Aneel retoma processo e pode recomendar cassação do contrato da Enel em São Paulo
Diretoria colegiada da agência reguladora se reunirá nesta terça, 7, em Brasília
A Agência Nacional de Energia Elétrica (Aneel) votará nesta terça, 7, em reunião pública, se abre ou não um processo de fiscalização, que em tese pode levar à recomendação da cassação do contrato da Enel para a distribuição de energia em São Paulo, onde há sucessivas quedas no fornecimento.
O processo não é simples, por tratar-se da distribuidora do maior mercado do país. Os integrantes da diretoria colegiada da agência terão que pesar os critérios de fiscalização e os argumentos apresentados pela empresa. Inicialmente, essa votação estava marcada para o último dia 24, mas foi adiada.
Nesta segunda, 6, os representantes da Enel São Paulo foram recebidos na sede da Aneel em Brasília. Eles apresentaram pessoalmente as justificativas da empresa para as ocorrências dos últimos anos. Em dezembro passado, mais de 2 milhões de imóveis ficaram sem energia após uma ventania atingir a capital paulista. Um cálculo da FecomercioSP estima que o impacto do apagão foi bilionário: serviços e comércio deixaram de faturar ao menos 1,54 bilhão de reais pela interrupção nos serviços. Não foi a primeira vez: houve outros dois graves episódios em 2023 e 2024.
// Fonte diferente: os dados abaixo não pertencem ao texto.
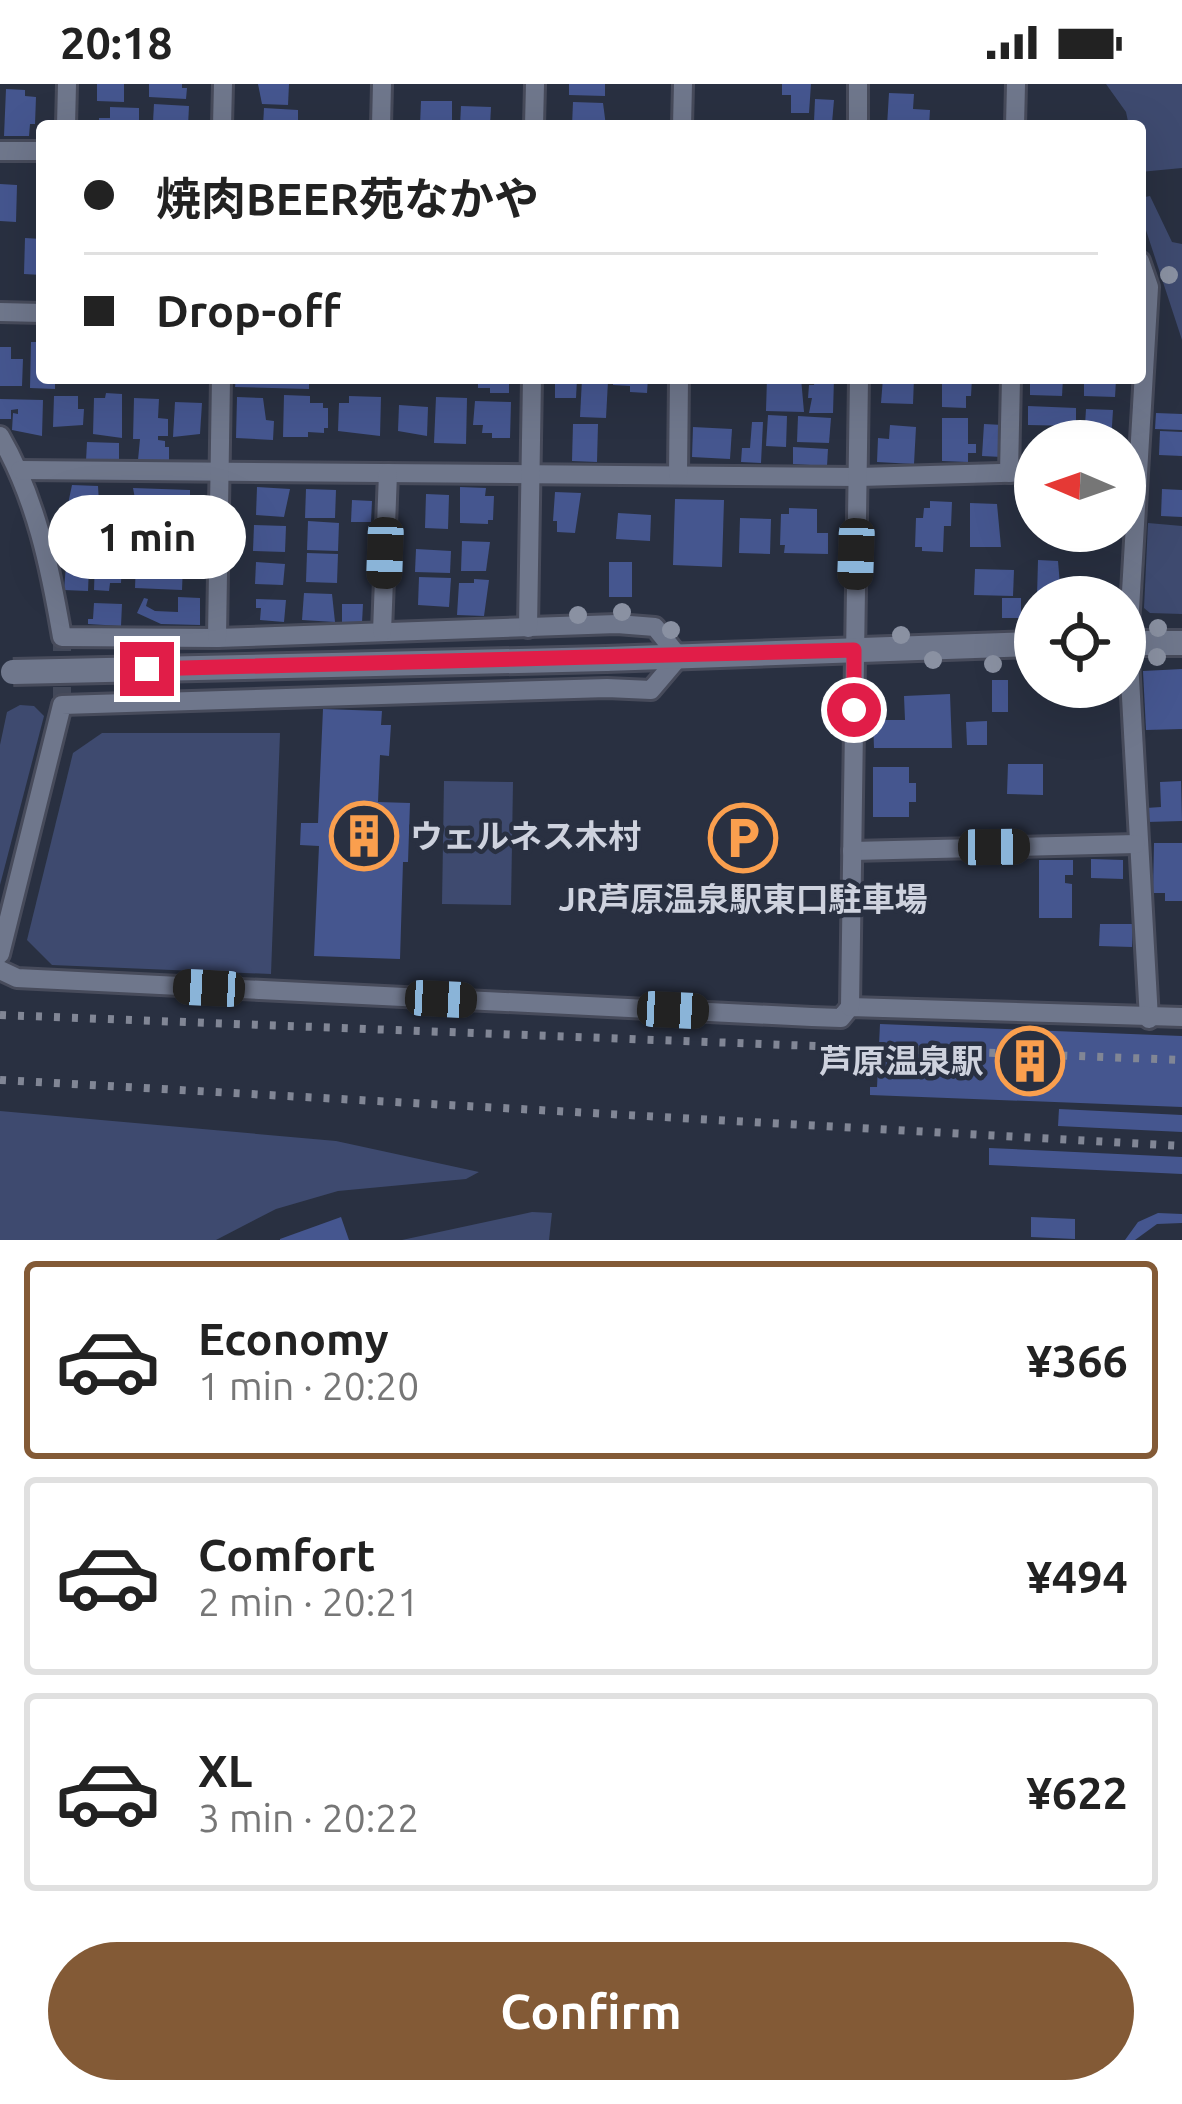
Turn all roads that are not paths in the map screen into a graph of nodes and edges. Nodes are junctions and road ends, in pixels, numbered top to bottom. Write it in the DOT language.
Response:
graph roads {
  1 [pos="67,84"];
  2 [pos="223,84"];
  3 [pos="382,84"];
  4 [pos="535,84"];
  5 [pos="683,84"];
  6 [pos="858,84"];
  7 [pos="1016,84"];
  8 [pos="66,120"];
  9 [pos="223,120"];
  10 [pos="381,120"];
  11 [pos="534,120"];
  12 [pos="682,120"];
  13 [pos="859,120"];
  14 [pos="1015,120"];
  15 [pos="0,151"];
  16 [pos="36,151"];
  17 [pos="1146,278"];
  18 [pos="0,312"];
  19 [pos="36,313"];
  20 [pos="1146,317"];
  21 [pos="221,384"];
  22 [pos="532,384"];
  23 [pos="679,384"];
  24 [pos="859,384"];
  25 [pos="1011,384"];
  26 [pos="1139,384"];
  27 [pos="1136,420"];
  28 [pos="0,436"];
  29 [pos="20,470"];
  30 [pos="220,472"];
  31 [pos="388,473"];
  32 [pos="1010,473"];
  33 [pos="1014,473"];
  34 [pos="530,474"];
  35 [pos="678,476"];
  36 [pos="859,477"];
  37 [pos="528,628"];
  38 [pos="382,632"];
  39 [pos="217,638"];
  40 [pos="1146,643"];
  41 [pos="1182,643"];
  42 [pos="1014,645"];
  43 [pos="854,650"];
  44 [pos="680,657"];
  45 [pos="6,672"];
  46 [pos="1129,708"];
  47 [pos="1136,844"];
  48 [pos="852,851"];
  49 [pos="0,954"];
  50 [pos="0,970"];
  51 [pos="850,1007"];
  52 [pos="1182,1017"];
  53 [pos="1149,1018"];
  1 -- 8 [label="street"];
  2 -- 9 [label="street"];
  3 -- 10 [label="street"];
  4 -- 11 [label="street"];
  5 -- 12 [label="street"];
  6 -- 13 [label="street"];
  7 -- 14 [label="street"];
  15 -- 16 [label="street"];
  17 -- 20 [label="street"];
  18 -- 19 [label="street"];
  21 -- 30 [label="street"];
  22 -- 34 [label="street"];
  23 -- 35 [label="street"];
  24 -- 36 [label="street"];
  25 -- 32 [label="street"];
  26 -- 27 [label="street"];
  28 -- 29 [label="street"];
  29 -- 30 [label="street"];
  29 -- 39 [label="street"];
  30 -- 31 [label="street"];
  30 -- 39 [label="street"];
  31 -- 34 [label="street"];
  31 -- 38 [label="street"];
  32 -- 33 [label="street"];
  32 -- 36 [label="street"];
  34 -- 35 [label="street"];
  34 -- 37 [label="street"];
  35 -- 36 [label="street"];
  36 -- 43 [label="street"];
  37 -- 38 [label="street"];
  37 -- 44 [label="street"];
  38 -- 39 [label="street"];
  40 -- 41 [label="street"];
  42 -- 43 [label="street"];
  43 -- 44 [label="street"];
  43 -- 48 [label="street"];
  44 -- 45 [label="street, bridge"];
  44 -- 49 [label="street"];
  46 -- 47 [label="street"];
  47 -- 48 [label="street"];
  47 -- 53 [label="street"];
  48 -- 51 [label="street"];
  50 -- 51 [label="street"];
  51 -- 53 [label="street"];
  52 -- 53 [label="street"];
}
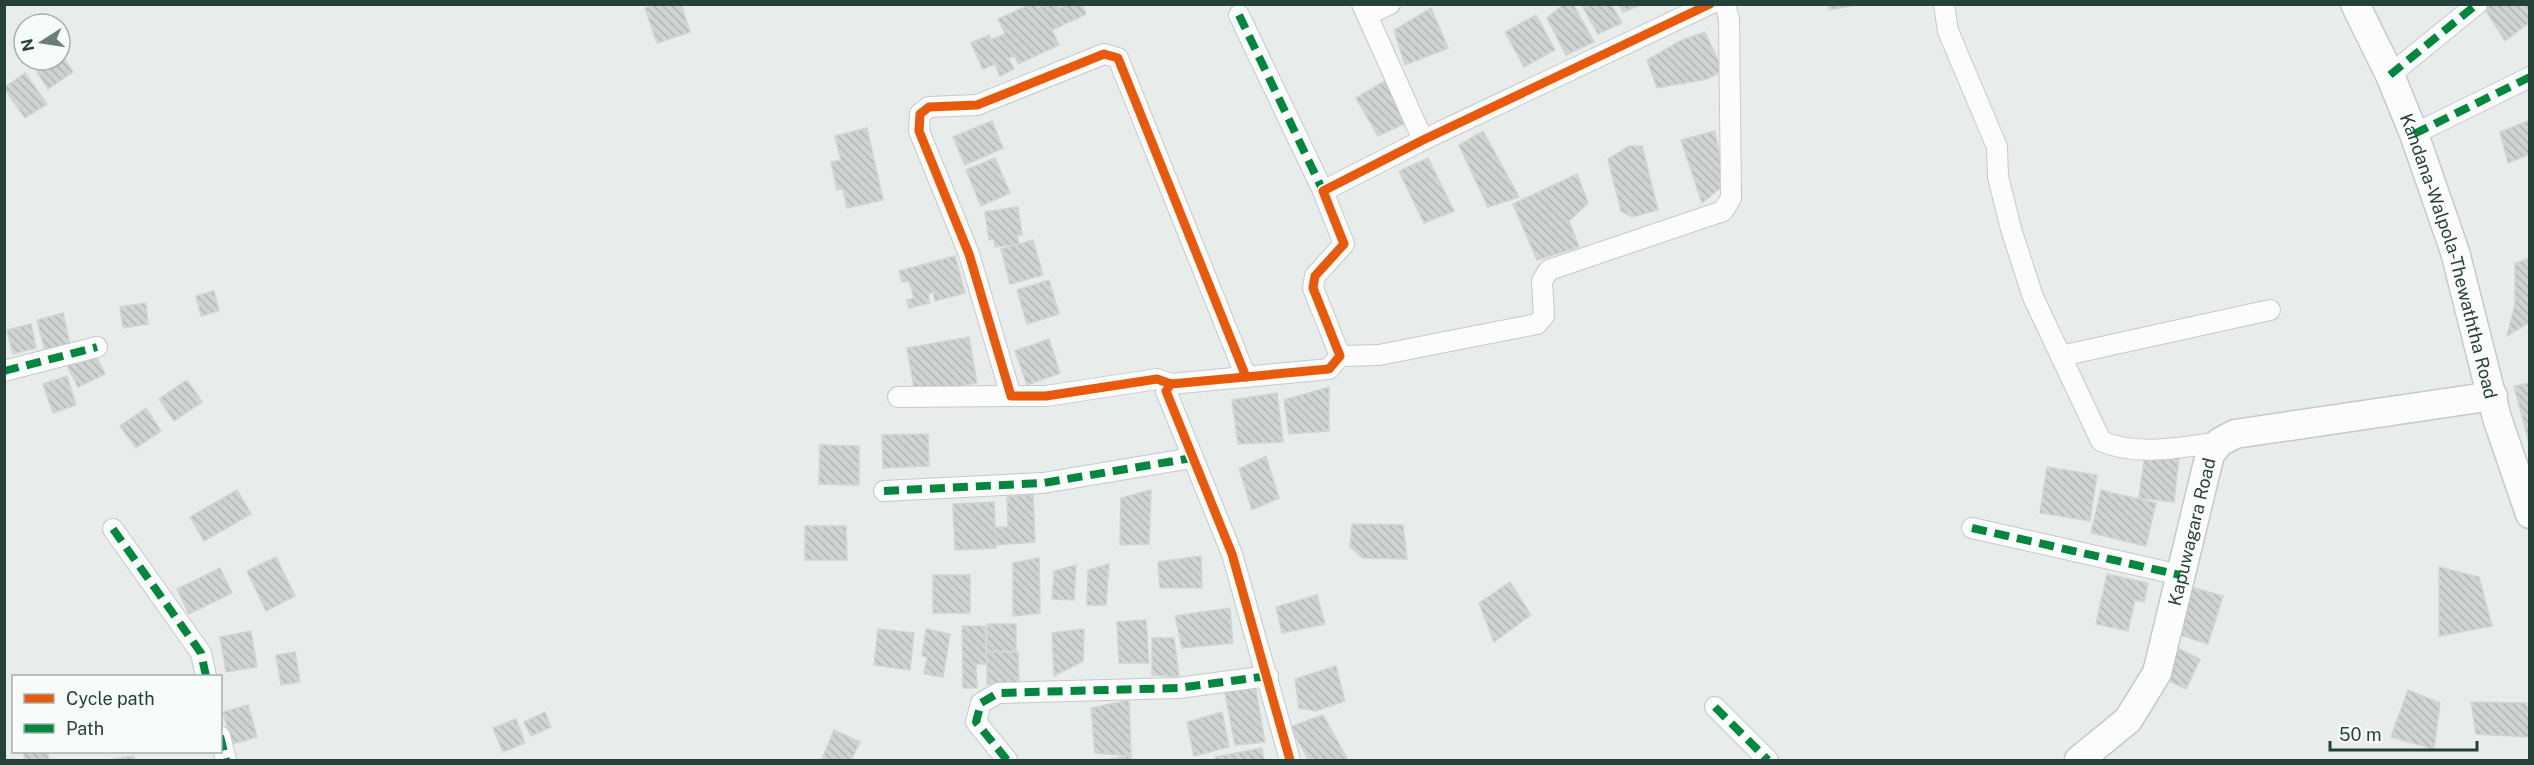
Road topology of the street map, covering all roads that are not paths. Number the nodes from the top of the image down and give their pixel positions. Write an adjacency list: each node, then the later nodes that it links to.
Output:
1 (1390, 4): 7 (street)
2 (1710, 4): 12 (street)
3 (1725, 4): 16 (street)
4 (1944, 4): 17 (street)
5 (2355, 4): 9 (street, Kandana-Walpola-Thewaththa Road)
6 (2476, 4): 9 (street)
7 (1365, 10): 12 (street)
8 (1239, 15): 13 (street)
9 (2390, 75): 11 (street, Kandana-Walpola-Thewaththa Road)
10 (2529, 77): 11 (street)
11 (2414, 134): 22 (street, Kandana-Walpola-Thewaththa Road)
12 (1423, 140): 13 (street)
13 (1323, 191): 16 (street)
14 (2270, 310): 17 (street)
15 (97, 347): 18 (street)
16 (1340, 356): 19 (street)
17 (2061, 356): 24 (street)
18 (4, 371)
19 (1246, 376): 20 (street); 21 (street)
20 (1170, 384): 21 (street); 25 (street)
21 (1011, 396): 23 (street)
22 (2493, 396): 24 (street, Kapuwagara Road); 27 (street, Kandana-Walpola-Thewaththa Road)
23 (898, 397)
24 (2220, 442): 30 (street, Kapuwagara Road)
25 (1192, 458): 26 (street); 32 (street)
26 (884, 491)
27 (2529, 514)
28 (1972, 528): 30 (street)
29 (113, 529): 31 (street)
30 (2180, 575): 39 (street, Kapuwagara Road)
31 (206, 675)
32 (1268, 676): 36 (street); 37 (street)
33 (1715, 707): 38 (street)
34 (222, 744): 35 (street)
35 (226, 760)
36 (1007, 760)
37 (1290, 760)
38 (1768, 760)
39 (2079, 760)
Uma eventual recomendação do fim do contrato seria enviada ao Ministério de Minas e Energia, que terá a decisão final. A opção de cassar o acordo resultaria no pagamento de uma indenização bilionária para a empresa, já que a Enel tem contrato até junho de 2028 e já discutia a possibilidade de renovação do acordo.
A rescisão do contrato com a concessionária é defendida publicamente pelo prefeito de São Paulo, Ricardo Nunes (MDB), e pelo governador Tarcísio de Freitas (Republicanos).